» Assignment
Restate, exactly as written, the entries below from the line that holds "thumb tip: (412, 386)" through the line that holds "index tip: (989, 840)". Pictures are not part of the copy.

# # # # #

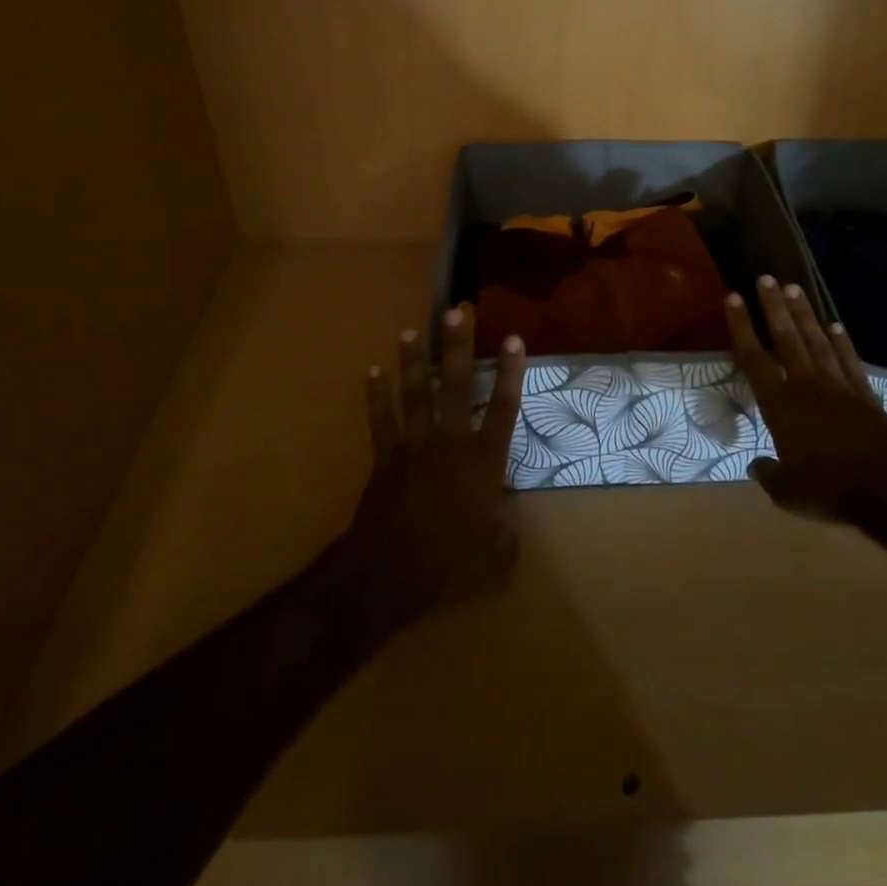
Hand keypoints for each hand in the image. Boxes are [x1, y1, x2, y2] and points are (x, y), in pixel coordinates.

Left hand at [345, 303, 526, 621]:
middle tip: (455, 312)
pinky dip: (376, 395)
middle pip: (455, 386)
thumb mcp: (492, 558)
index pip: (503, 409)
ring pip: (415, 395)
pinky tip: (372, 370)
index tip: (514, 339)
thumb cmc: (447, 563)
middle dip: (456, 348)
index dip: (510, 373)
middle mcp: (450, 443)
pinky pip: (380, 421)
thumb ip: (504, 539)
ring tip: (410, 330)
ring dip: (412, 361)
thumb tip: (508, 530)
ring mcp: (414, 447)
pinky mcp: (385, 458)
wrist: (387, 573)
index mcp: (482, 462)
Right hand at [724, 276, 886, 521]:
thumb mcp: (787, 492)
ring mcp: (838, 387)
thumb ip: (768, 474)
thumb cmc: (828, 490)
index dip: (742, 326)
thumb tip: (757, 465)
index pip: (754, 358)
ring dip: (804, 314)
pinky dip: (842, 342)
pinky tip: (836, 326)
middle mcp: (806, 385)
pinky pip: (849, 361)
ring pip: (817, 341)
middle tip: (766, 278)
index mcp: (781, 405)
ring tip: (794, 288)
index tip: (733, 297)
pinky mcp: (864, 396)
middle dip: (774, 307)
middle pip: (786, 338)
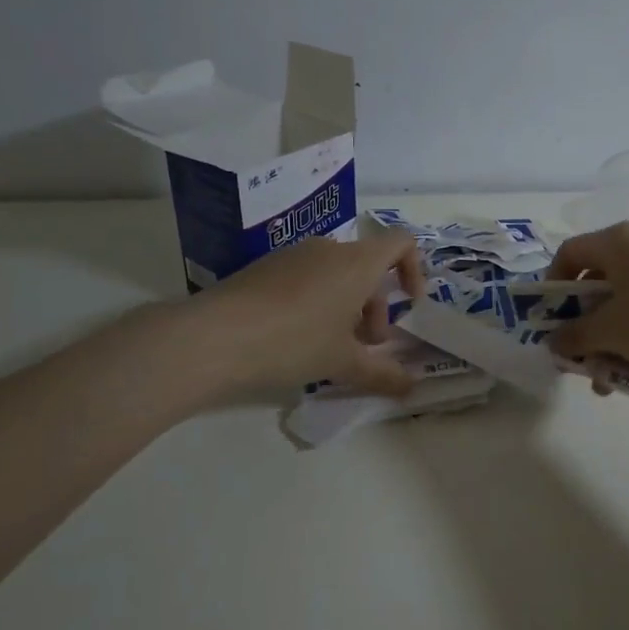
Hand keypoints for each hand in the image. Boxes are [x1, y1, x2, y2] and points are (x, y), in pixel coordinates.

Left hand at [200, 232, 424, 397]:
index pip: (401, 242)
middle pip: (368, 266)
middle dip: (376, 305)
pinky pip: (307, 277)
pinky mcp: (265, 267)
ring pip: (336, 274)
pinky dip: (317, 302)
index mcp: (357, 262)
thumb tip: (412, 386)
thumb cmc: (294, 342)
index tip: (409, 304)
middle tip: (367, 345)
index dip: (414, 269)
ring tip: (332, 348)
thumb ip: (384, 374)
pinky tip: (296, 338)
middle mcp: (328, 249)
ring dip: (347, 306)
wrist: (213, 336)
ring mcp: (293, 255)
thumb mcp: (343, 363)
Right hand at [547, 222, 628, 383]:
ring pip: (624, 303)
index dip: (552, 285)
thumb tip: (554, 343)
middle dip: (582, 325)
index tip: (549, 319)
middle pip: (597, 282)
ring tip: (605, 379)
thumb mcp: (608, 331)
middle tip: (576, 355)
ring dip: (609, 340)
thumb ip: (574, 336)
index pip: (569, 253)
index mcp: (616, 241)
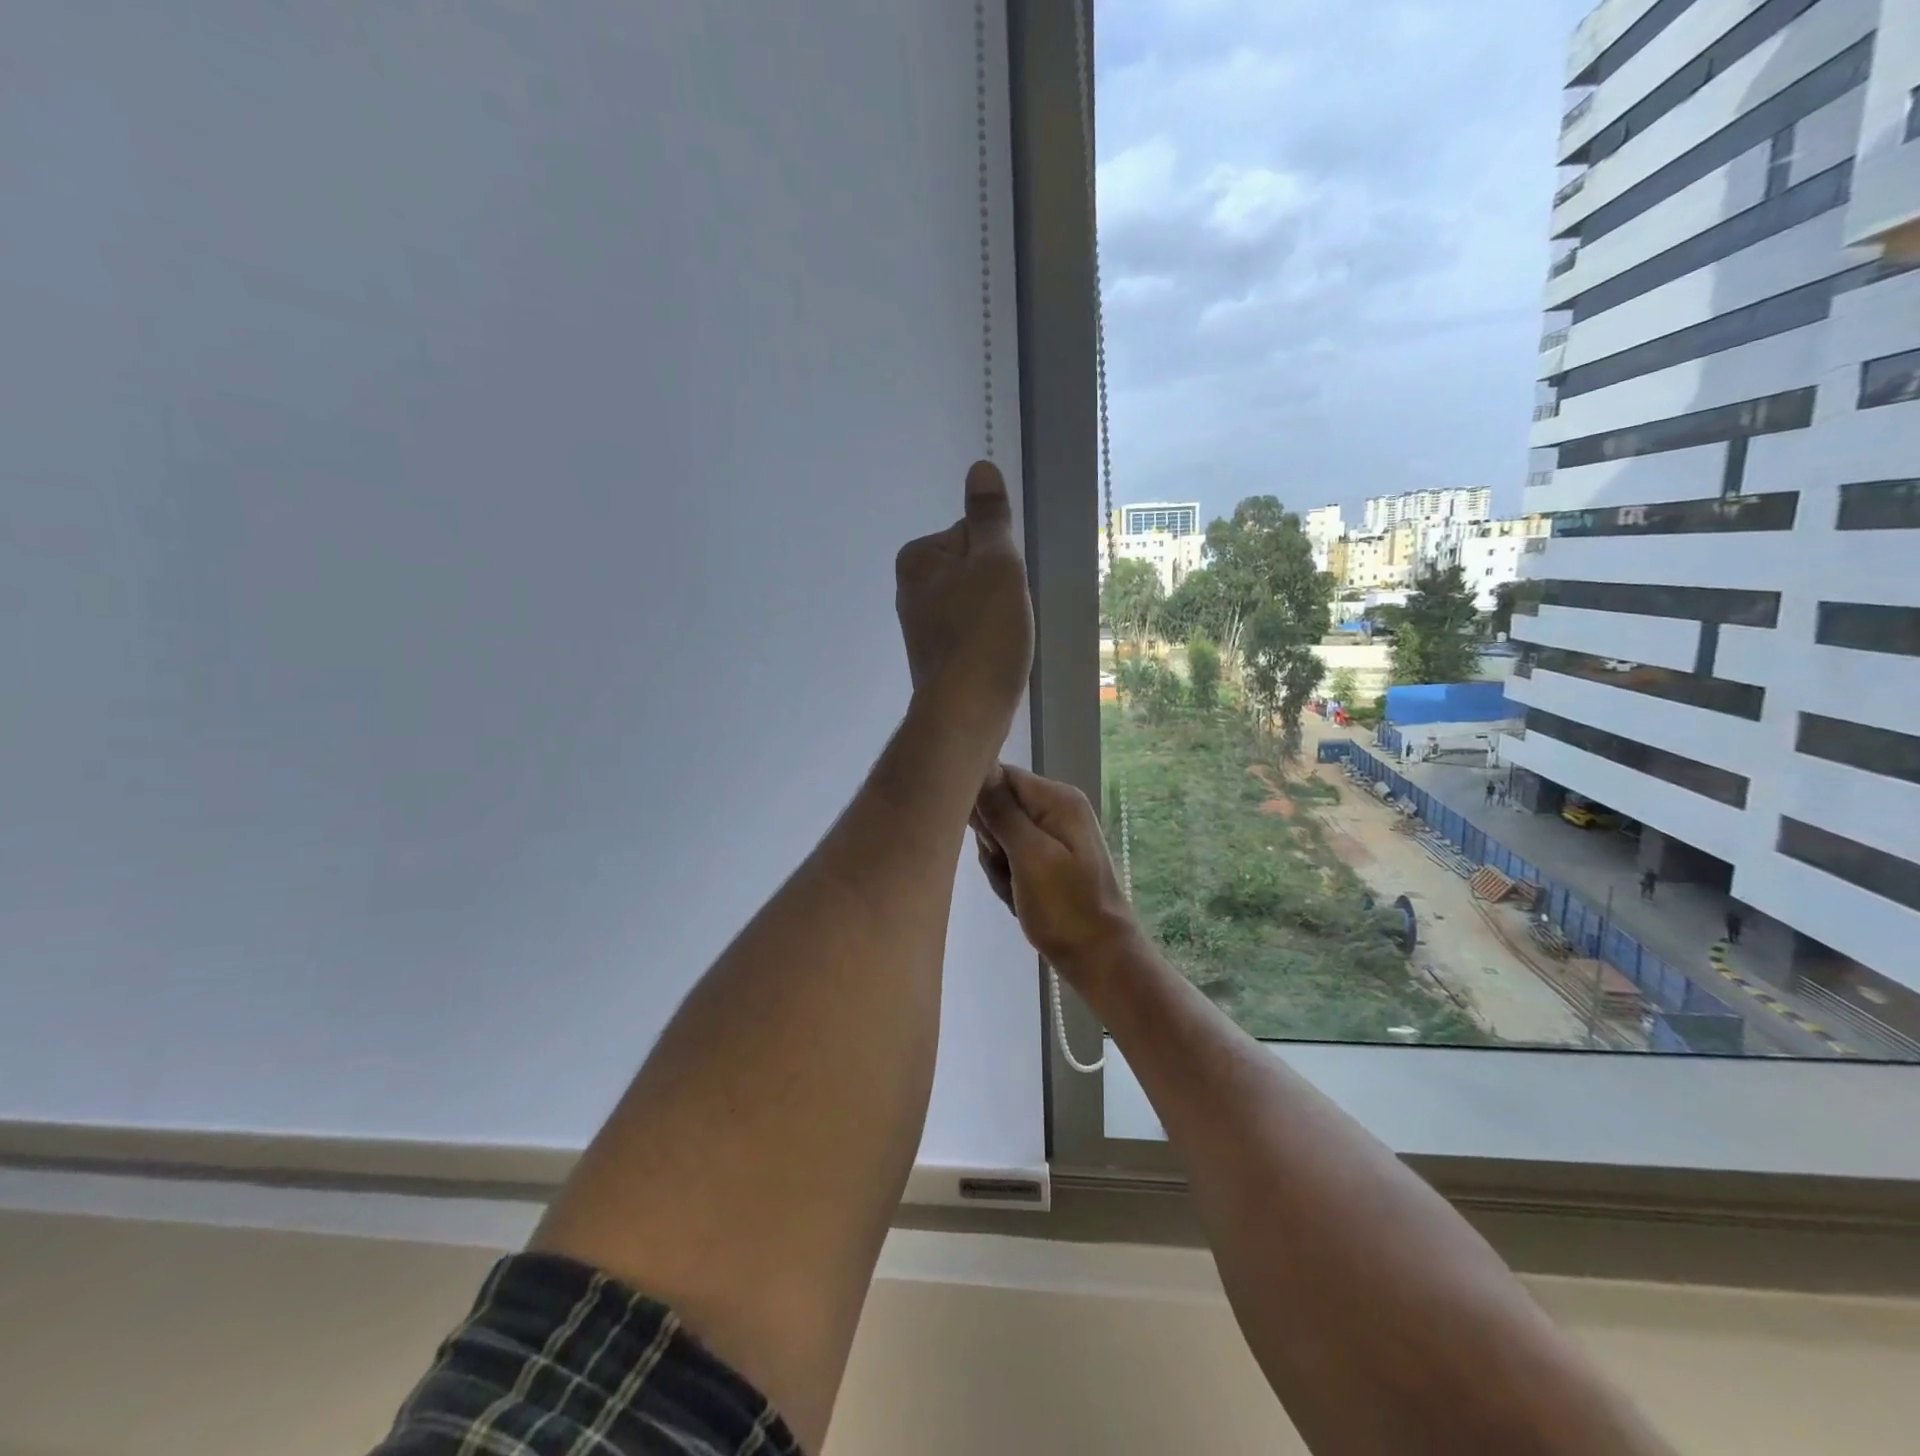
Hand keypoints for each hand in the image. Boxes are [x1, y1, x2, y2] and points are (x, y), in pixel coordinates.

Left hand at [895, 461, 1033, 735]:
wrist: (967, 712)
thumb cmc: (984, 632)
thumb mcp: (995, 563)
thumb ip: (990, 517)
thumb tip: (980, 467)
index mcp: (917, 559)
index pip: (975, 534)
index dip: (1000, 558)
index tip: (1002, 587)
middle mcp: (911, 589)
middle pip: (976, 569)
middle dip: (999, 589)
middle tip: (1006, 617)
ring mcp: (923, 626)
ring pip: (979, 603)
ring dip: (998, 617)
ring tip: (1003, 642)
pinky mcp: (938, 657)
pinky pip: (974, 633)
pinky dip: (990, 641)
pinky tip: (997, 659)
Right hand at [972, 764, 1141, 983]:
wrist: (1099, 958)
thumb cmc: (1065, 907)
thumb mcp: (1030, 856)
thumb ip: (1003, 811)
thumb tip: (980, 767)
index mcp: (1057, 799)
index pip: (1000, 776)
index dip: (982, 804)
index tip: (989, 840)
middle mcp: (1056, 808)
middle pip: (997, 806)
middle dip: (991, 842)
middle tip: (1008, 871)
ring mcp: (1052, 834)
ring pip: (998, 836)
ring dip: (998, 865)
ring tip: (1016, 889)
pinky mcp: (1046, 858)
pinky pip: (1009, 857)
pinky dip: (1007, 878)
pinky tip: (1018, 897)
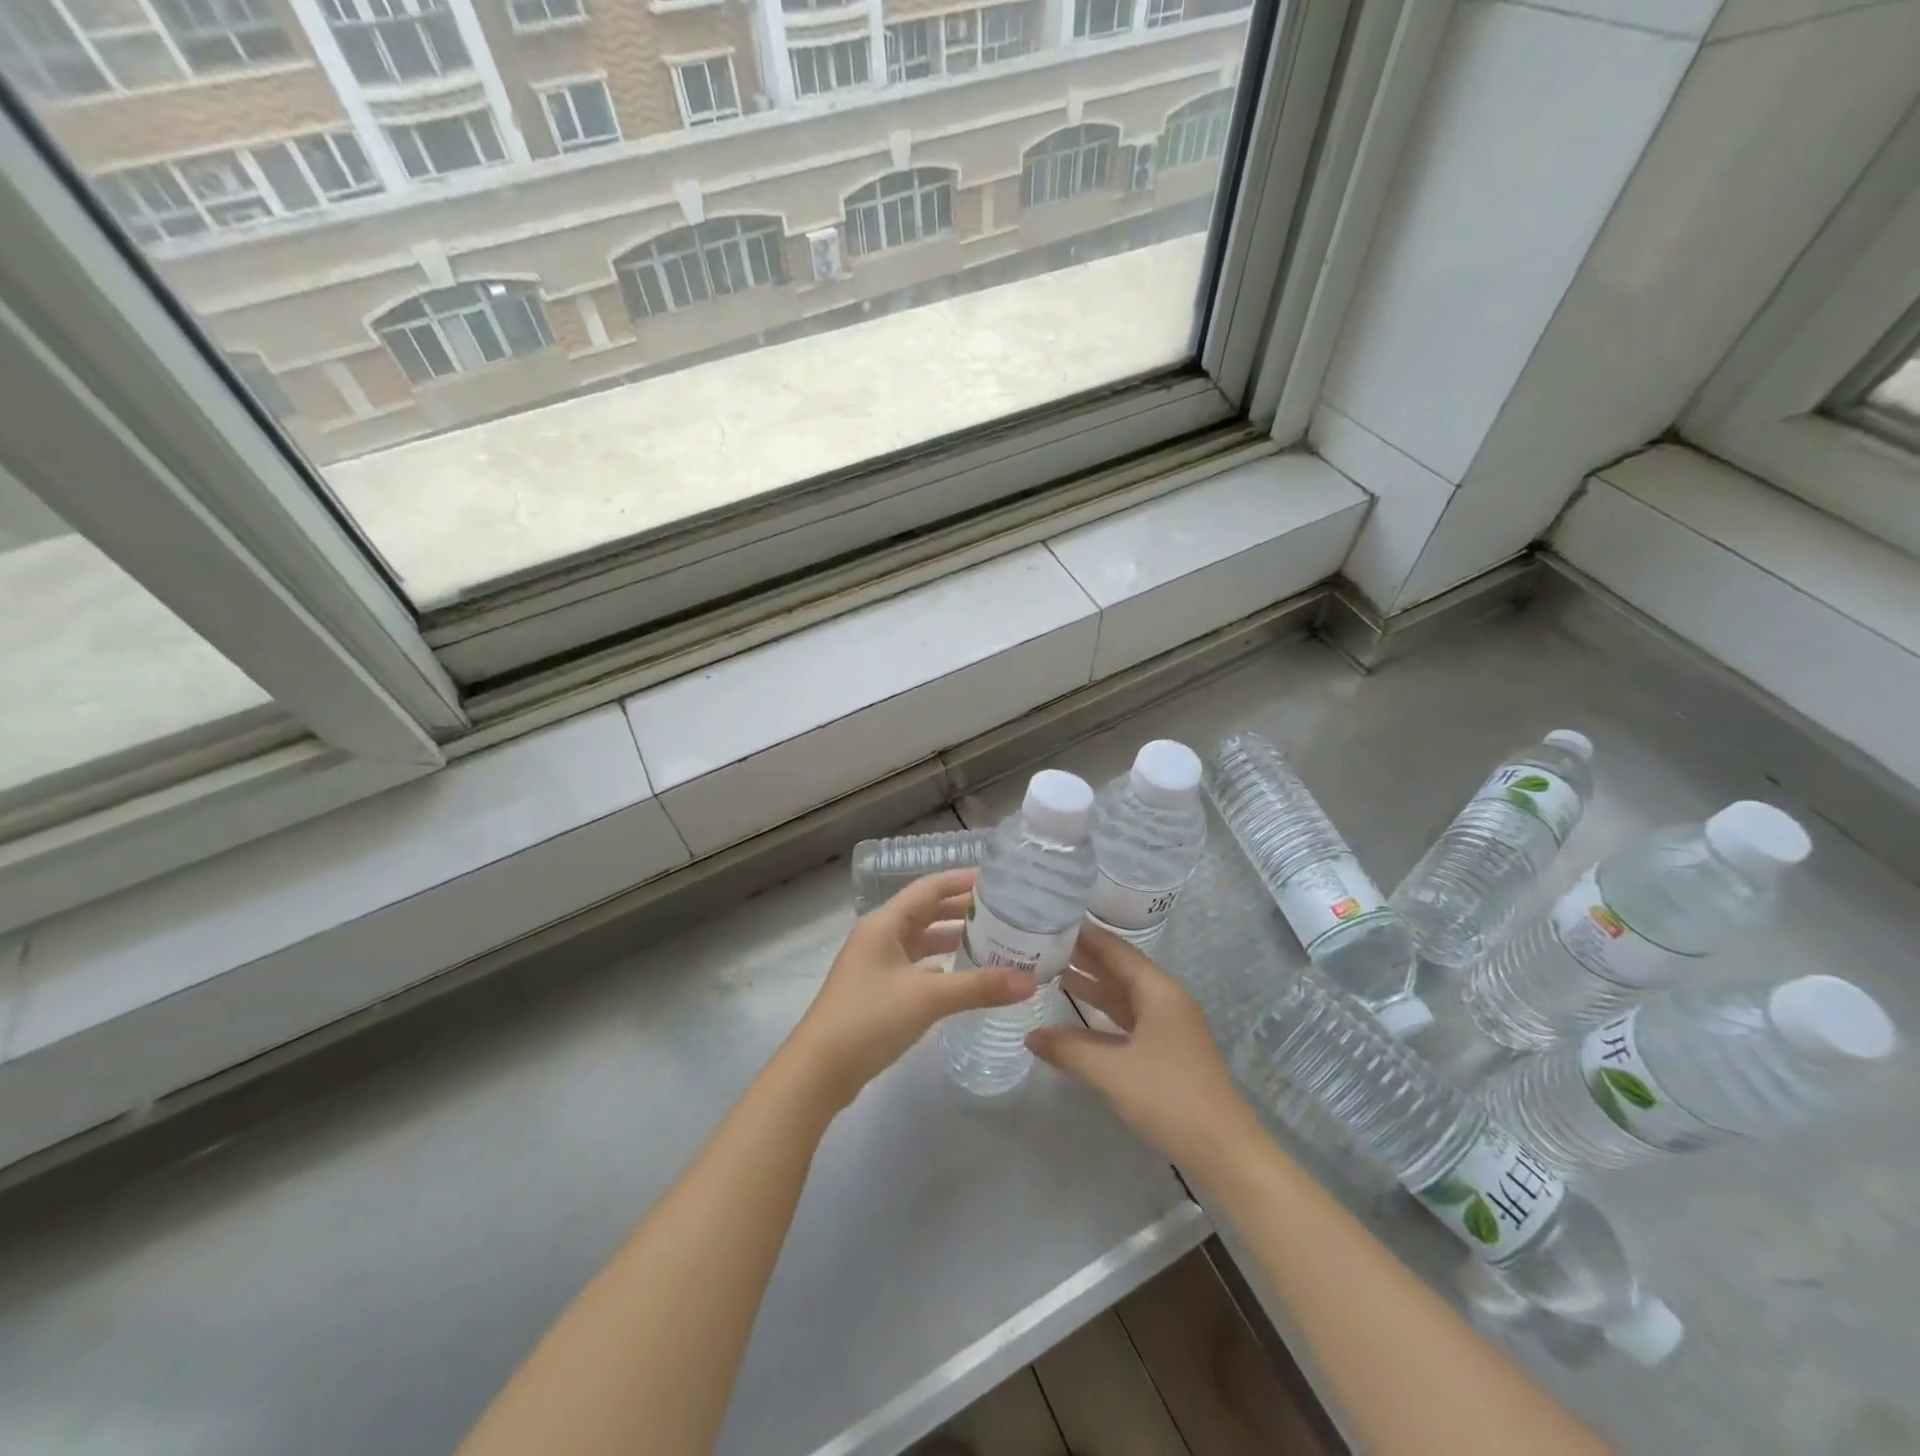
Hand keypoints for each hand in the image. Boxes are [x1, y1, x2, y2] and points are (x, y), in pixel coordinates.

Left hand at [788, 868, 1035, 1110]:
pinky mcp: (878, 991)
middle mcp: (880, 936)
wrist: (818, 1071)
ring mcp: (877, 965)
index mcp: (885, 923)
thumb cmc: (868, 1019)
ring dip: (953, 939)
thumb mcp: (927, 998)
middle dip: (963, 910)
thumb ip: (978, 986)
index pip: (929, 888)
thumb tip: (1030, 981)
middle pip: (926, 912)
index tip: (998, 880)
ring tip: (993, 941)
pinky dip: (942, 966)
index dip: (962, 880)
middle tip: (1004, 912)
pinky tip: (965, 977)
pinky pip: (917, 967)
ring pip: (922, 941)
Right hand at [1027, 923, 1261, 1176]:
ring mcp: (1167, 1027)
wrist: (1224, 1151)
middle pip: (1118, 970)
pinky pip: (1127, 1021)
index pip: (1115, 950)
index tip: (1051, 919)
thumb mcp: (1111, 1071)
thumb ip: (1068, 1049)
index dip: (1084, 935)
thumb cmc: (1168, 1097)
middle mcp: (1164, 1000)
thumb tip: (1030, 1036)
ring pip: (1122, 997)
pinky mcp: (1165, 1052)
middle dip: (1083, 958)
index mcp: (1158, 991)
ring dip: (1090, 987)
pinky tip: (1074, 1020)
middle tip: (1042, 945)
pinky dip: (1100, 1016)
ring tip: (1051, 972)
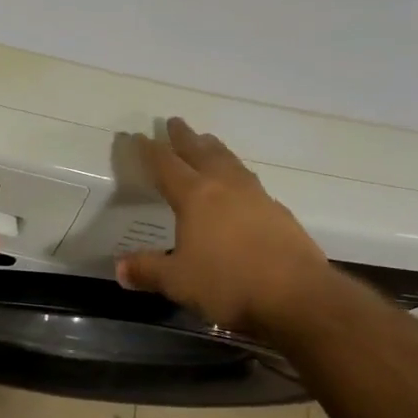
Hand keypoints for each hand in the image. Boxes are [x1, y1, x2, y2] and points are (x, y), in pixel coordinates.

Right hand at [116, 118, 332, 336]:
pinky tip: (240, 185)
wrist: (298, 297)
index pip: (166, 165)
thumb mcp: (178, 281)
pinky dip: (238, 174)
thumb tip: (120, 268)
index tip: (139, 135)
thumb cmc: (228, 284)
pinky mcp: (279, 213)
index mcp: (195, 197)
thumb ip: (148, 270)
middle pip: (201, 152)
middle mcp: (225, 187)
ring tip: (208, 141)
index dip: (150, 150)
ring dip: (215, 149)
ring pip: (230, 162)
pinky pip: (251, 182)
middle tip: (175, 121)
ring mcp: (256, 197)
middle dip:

# # # # #

» Completed exercise
thumb tip: (412, 386)
thumb cmc: (294, 342)
index tip: (409, 304)
middle tip: (367, 345)
index dip: (414, 269)
ring tip: (332, 348)
thumb ip: (384, 374)
pinky tip: (296, 338)
middle mcp: (328, 249)
ring dip: (347, 306)
wrist: (213, 336)
ring mcp: (293, 255)
thumb mcp: (343, 363)
Right hand at [547, 222, 628, 383]:
ring pip: (624, 303)
index dip: (552, 285)
thumb tip: (554, 343)
middle dip: (582, 325)
index tip: (549, 319)
middle pip: (597, 282)
ring tip: (605, 379)
thumb mcp: (608, 331)
middle tip: (576, 355)
ring dip: (609, 340)
thumb ip: (574, 336)
index pip: (569, 253)
index mcp: (616, 241)
Hand keypoints for each hand in the image. Boxes are [x1, y1, x2, y2] and points are (x, y), in pixel coordinates.

Left hand at [895, 461, 1033, 735]:
wrist: (967, 712)
thumb cmc: (984, 632)
thumb mcp: (995, 563)
thumb ip: (990, 517)
thumb tip: (980, 467)
index mcp: (917, 559)
index pip: (975, 534)
index dip: (1000, 558)
index tip: (1002, 587)
middle mcp: (911, 589)
middle pip: (976, 569)
middle dip: (999, 589)
middle tip: (1006, 617)
ring mcp: (923, 626)
ring pip: (979, 603)
ring dip: (998, 617)
ring tip: (1003, 642)
pinky mcp: (938, 657)
pinky pip: (974, 633)
pinky dip: (990, 641)
pinky tip: (997, 659)
Right hand at [972, 764, 1141, 983]:
wrist: (1099, 958)
thumb cmc: (1065, 907)
thumb mcp: (1030, 856)
thumb ip: (1003, 811)
thumb tip: (980, 767)
index mcp: (1057, 799)
index pip: (1000, 776)
index dip: (982, 804)
index tip: (989, 840)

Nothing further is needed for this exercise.